* Exercise goal *
Transcription of the full listing is required, character for character.

* Records for this task *
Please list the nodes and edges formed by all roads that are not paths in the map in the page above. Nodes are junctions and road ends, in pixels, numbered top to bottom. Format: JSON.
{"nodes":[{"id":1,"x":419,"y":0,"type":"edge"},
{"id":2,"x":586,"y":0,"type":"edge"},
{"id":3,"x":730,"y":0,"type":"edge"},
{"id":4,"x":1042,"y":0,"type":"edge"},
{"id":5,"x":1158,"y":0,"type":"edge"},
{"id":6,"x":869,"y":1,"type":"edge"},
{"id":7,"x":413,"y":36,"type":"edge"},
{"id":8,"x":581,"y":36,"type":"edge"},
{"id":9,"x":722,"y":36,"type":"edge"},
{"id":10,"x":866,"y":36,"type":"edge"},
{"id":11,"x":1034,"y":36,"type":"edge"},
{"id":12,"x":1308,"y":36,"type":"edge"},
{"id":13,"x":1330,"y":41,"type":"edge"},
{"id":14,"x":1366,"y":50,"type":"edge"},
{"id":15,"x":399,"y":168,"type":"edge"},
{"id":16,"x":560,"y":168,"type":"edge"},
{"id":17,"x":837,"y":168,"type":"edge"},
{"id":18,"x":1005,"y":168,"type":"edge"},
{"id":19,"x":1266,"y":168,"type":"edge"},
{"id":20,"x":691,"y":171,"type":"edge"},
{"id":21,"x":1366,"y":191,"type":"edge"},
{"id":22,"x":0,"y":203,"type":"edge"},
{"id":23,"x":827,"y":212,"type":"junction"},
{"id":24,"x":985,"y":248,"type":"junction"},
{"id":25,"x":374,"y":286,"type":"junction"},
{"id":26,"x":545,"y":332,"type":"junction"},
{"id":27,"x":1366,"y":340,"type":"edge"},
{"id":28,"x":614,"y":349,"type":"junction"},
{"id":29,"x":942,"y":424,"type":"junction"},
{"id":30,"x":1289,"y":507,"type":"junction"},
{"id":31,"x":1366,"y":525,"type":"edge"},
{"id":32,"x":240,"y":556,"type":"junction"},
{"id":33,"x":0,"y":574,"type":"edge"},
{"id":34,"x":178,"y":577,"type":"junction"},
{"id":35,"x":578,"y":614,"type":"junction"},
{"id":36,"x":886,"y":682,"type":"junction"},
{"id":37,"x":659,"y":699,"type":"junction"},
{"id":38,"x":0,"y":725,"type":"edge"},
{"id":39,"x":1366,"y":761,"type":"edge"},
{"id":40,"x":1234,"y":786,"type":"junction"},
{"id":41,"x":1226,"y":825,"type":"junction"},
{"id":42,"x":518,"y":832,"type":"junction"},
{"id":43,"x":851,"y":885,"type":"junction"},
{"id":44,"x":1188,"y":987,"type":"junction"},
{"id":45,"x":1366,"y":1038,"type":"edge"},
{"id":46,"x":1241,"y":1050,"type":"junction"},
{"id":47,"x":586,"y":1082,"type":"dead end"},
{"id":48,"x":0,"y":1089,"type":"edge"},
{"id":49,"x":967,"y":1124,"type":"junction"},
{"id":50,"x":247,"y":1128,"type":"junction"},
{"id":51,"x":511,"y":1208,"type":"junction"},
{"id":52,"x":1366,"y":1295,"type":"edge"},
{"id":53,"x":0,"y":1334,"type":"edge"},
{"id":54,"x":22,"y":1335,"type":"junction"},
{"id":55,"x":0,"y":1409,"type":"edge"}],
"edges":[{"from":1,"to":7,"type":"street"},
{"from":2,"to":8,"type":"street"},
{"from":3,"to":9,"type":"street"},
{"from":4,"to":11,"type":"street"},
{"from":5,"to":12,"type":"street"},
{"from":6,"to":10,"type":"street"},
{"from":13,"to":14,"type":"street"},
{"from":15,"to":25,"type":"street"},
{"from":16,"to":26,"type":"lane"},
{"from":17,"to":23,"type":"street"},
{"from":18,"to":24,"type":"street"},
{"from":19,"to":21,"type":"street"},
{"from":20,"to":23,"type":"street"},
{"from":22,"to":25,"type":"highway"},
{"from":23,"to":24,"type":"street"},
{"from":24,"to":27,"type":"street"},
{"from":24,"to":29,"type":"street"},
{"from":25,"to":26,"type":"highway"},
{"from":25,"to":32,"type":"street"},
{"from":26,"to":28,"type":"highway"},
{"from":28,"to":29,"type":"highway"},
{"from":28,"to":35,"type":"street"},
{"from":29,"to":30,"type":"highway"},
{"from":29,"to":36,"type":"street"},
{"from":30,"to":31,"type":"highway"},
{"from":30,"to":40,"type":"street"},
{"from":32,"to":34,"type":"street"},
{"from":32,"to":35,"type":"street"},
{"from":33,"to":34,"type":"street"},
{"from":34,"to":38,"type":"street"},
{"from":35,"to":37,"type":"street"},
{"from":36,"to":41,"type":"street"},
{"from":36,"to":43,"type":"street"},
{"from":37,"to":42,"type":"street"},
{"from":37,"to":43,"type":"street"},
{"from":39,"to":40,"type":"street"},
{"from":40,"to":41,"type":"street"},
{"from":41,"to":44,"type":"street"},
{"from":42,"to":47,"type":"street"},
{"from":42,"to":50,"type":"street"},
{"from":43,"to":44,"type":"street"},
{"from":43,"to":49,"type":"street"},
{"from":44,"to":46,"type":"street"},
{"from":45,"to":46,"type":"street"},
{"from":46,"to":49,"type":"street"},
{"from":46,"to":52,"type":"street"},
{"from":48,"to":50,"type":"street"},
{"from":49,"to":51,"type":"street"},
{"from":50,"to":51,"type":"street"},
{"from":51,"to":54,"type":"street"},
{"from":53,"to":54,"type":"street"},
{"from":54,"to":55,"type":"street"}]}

* Written reply *
Please list the nodes and edges formed by all roads that are not paths in the map in the page above. Nodes are junctions and road ends, in pixels, numbered top to bottom. Format: JSON.
{"nodes":[{"id":1,"x":419,"y":0,"type":"edge"},
{"id":2,"x":586,"y":0,"type":"edge"},
{"id":3,"x":730,"y":0,"type":"edge"},
{"id":4,"x":1042,"y":0,"type":"edge"},
{"id":5,"x":1158,"y":0,"type":"edge"},
{"id":6,"x":869,"y":1,"type":"edge"},
{"id":7,"x":413,"y":36,"type":"edge"},
{"id":8,"x":581,"y":36,"type":"edge"},
{"id":9,"x":722,"y":36,"type":"edge"},
{"id":10,"x":866,"y":36,"type":"edge"},
{"id":11,"x":1034,"y":36,"type":"edge"},
{"id":12,"x":1308,"y":36,"type":"edge"},
{"id":13,"x":1330,"y":41,"type":"edge"},
{"id":14,"x":1366,"y":50,"type":"edge"},
{"id":15,"x":399,"y":168,"type":"edge"},
{"id":16,"x":560,"y":168,"type":"edge"},
{"id":17,"x":837,"y":168,"type":"edge"},
{"id":18,"x":1005,"y":168,"type":"edge"},
{"id":19,"x":1266,"y":168,"type":"edge"},
{"id":20,"x":691,"y":171,"type":"edge"},
{"id":21,"x":1366,"y":191,"type":"edge"},
{"id":22,"x":0,"y":203,"type":"edge"},
{"id":23,"x":827,"y":212,"type":"junction"},
{"id":24,"x":985,"y":248,"type":"junction"},
{"id":25,"x":374,"y":286,"type":"junction"},
{"id":26,"x":545,"y":332,"type":"junction"},
{"id":27,"x":1366,"y":340,"type":"edge"},
{"id":28,"x":614,"y":349,"type":"junction"},
{"id":29,"x":942,"y":424,"type":"junction"},
{"id":30,"x":1289,"y":507,"type":"junction"},
{"id":31,"x":1366,"y":525,"type":"edge"},
{"id":32,"x":240,"y":556,"type":"junction"},
{"id":33,"x":0,"y":574,"type":"edge"},
{"id":34,"x":178,"y":577,"type":"junction"},
{"id":35,"x":578,"y":614,"type":"junction"},
{"id":36,"x":886,"y":682,"type":"junction"},
{"id":37,"x":659,"y":699,"type":"junction"},
{"id":38,"x":0,"y":725,"type":"edge"},
{"id":39,"x":1366,"y":761,"type":"edge"},
{"id":40,"x":1234,"y":786,"type":"junction"},
{"id":41,"x":1226,"y":825,"type":"junction"},
{"id":42,"x":518,"y":832,"type":"junction"},
{"id":43,"x":851,"y":885,"type":"junction"},
{"id":44,"x":1188,"y":987,"type":"junction"},
{"id":45,"x":1366,"y":1038,"type":"edge"},
{"id":46,"x":1241,"y":1050,"type":"junction"},
{"id":47,"x":586,"y":1082,"type":"dead end"},
{"id":48,"x":0,"y":1089,"type":"edge"},
{"id":49,"x":967,"y":1124,"type":"junction"},
{"id":50,"x":247,"y":1128,"type":"junction"},
{"id":51,"x":511,"y":1208,"type":"junction"},
{"id":52,"x":1366,"y":1295,"type":"edge"},
{"id":53,"x":0,"y":1334,"type":"edge"},
{"id":54,"x":22,"y":1335,"type":"junction"},
{"id":55,"x":0,"y":1409,"type":"edge"}],
"edges":[{"from":1,"to":7,"type":"street"},
{"from":2,"to":8,"type":"street"},
{"from":3,"to":9,"type":"street"},
{"from":4,"to":11,"type":"street"},
{"from":5,"to":12,"type":"street"},
{"from":6,"to":10,"type":"street"},
{"from":13,"to":14,"type":"street"},
{"from":15,"to":25,"type":"street"},
{"from":16,"to":26,"type":"lane"},
{"from":17,"to":23,"type":"street"},
{"from":18,"to":24,"type":"street"},
{"from":19,"to":21,"type":"street"},
{"from":20,"to":23,"type":"street"},
{"from":22,"to":25,"type":"highway"},
{"from":23,"to":24,"type":"street"},
{"from":24,"to":27,"type":"street"},
{"from":24,"to":29,"type":"street"},
{"from":25,"to":26,"type":"highway"},
{"from":25,"to":32,"type":"street"},
{"from":26,"to":28,"type":"highway"},
{"from":28,"to":29,"type":"highway"},
{"from":28,"to":35,"type":"street"},
{"from":29,"to":30,"type":"highway"},
{"from":29,"to":36,"type":"street"},
{"from":30,"to":31,"type":"highway"},
{"from":30,"to":40,"type":"street"},
{"from":32,"to":34,"type":"street"},
{"from":32,"to":35,"type":"street"},
{"from":33,"to":34,"type":"street"},
{"from":34,"to":38,"type":"street"},
{"from":35,"to":37,"type":"street"},
{"from":36,"to":41,"type":"street"},
{"from":36,"to":43,"type":"street"},
{"from":37,"to":42,"type":"street"},
{"from":37,"to":43,"type":"street"},
{"from":39,"to":40,"type":"street"},
{"from":40,"to":41,"type":"street"},
{"from":41,"to":44,"type":"street"},
{"from":42,"to":47,"type":"street"},
{"from":42,"to":50,"type":"street"},
{"from":43,"to":44,"type":"street"},
{"from":43,"to":49,"type":"street"},
{"from":44,"to":46,"type":"street"},
{"from":45,"to":46,"type":"street"},
{"from":46,"to":49,"type":"street"},
{"from":46,"to":52,"type":"street"},
{"from":48,"to":50,"type":"street"},
{"from":49,"to":51,"type":"street"},
{"from":50,"to":51,"type":"street"},
{"from":51,"to":54,"type":"street"},
{"from":53,"to":54,"type":"street"},
{"from":54,"to":55,"type":"street"}]}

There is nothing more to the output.